Son yıllarda, ilaç araştırmacıları, psilosibin'in bir durumu indüklediğini belirlediler.sınırsız biliş”, duygusal tepkilerle ilişkili bölge olan ilkel beyin ağındaki aktivitede belirgin bir dalgalanmayı tetikler. Psilosibin üzerinde, beynin duygular ve hafıza ile bağlantılı kısımları daha koordineli olmakuyuyan ve rüya gören insanlara benzeyen beyin aktivite kalıpları yaratır.

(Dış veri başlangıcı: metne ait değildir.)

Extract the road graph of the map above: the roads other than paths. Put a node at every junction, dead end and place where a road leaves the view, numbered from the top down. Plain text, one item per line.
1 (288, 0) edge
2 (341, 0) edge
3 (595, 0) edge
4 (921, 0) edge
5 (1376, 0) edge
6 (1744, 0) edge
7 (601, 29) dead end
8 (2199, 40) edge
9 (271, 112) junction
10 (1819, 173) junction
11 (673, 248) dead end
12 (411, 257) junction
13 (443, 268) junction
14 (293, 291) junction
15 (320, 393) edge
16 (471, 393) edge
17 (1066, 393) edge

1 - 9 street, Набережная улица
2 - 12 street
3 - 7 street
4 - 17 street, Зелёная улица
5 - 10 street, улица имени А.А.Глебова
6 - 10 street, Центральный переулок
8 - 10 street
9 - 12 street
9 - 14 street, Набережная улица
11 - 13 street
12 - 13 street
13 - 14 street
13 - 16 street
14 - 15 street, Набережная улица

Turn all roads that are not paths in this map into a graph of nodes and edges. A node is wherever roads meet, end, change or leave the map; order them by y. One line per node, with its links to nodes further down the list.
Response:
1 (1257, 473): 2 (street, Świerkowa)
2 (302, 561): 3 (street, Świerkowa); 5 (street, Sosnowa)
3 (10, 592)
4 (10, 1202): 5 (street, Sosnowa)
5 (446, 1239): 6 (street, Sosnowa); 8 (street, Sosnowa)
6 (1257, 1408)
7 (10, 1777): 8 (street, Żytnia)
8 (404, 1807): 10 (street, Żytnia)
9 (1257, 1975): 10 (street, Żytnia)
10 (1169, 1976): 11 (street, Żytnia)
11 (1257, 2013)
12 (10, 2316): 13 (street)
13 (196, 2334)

Aynı zamanda, üst düzey düşünmeyi kontrol eden ve benlik duygusuyla bağlantılı olan bölge düzensizleşir, bu nedenle psilosibin alan bazı insanlar bir “ego kaybı” hissederler ve bu da kendilerini dünyanın bir parçası gibi hissetmelerine neden olur. kendi vücutlarını yaptıklarından daha fazla.

McKenna'nın bilimsel mantığında işaret edilen boşluklardan bağımsız olarak, Amanda Feilding, şirketin kurucusu ve yöneticisi. Beckley Vakfı, önde gelen bir psychedelic araştırma düşünce kuruluşu, Ters McKenna'nın hatalarının geçmişini görmemiz ve onun en büyük kavrayışını değerlendirmemiz gerektiğini: insanlığın hikayesinin, psikedelik ilaçlara olan hayranlığımızdan ayrılamaz olduğunu. Erken insan neolitik döneme daha yakın psikoaktif maddelerle karşılaşmış olsa bile, değişmiş bir bilinç durumuna girme deneyiminin muhtemelen insan toplumunu daha iyiye doğru değiştirdiğini söylüyor.

"Psikedelik deneyimle birlikte gelen imgelem, antik sanatta işleyen bir temadır, bu yüzden, psikedelik deneyimin ve dans ve müzik gibi diğer tekniklerin, erken atalarımız tarafından bilinci geliştirmek için kullanıldığına ve daha sonra maneviyatı kolaylaştırdığına eminim. sanat ve tıp” diyor.

Taşlanmış Maymun hipotezi artık uç bilimin yıllıkları arasında kaybolmuş olabilir, ancak mirasının bir kısmı kalır. Artık bilim adamları, psilosibinin beyni fiziksel olarak nasıl etkilediğini daha iyi anladıklarına göre, bunun gibi bozuklukları tedavi etme potansiyelini ciddi şekilde araştırabilirler. madde kötüye kullanımı, anksiyete ve depresyon. Bu olursa - ve olacak gibi görünüyor — psilosibin, pozitif değişimin bir ajanı olarak ana akım kültürün bir parçası haline gelecek. Ve sonuçta McKenna'nın savunduğu şey bu değil mi?

Belki de sihirli mantarların ilk insanlara nasıl yardım ettiğini asla bilemeyeceğiz. Ancak biz garip evrimsel yolumuza devam ederken modern insanın sağlığına katkıda bulunacaklarına şüphe yok.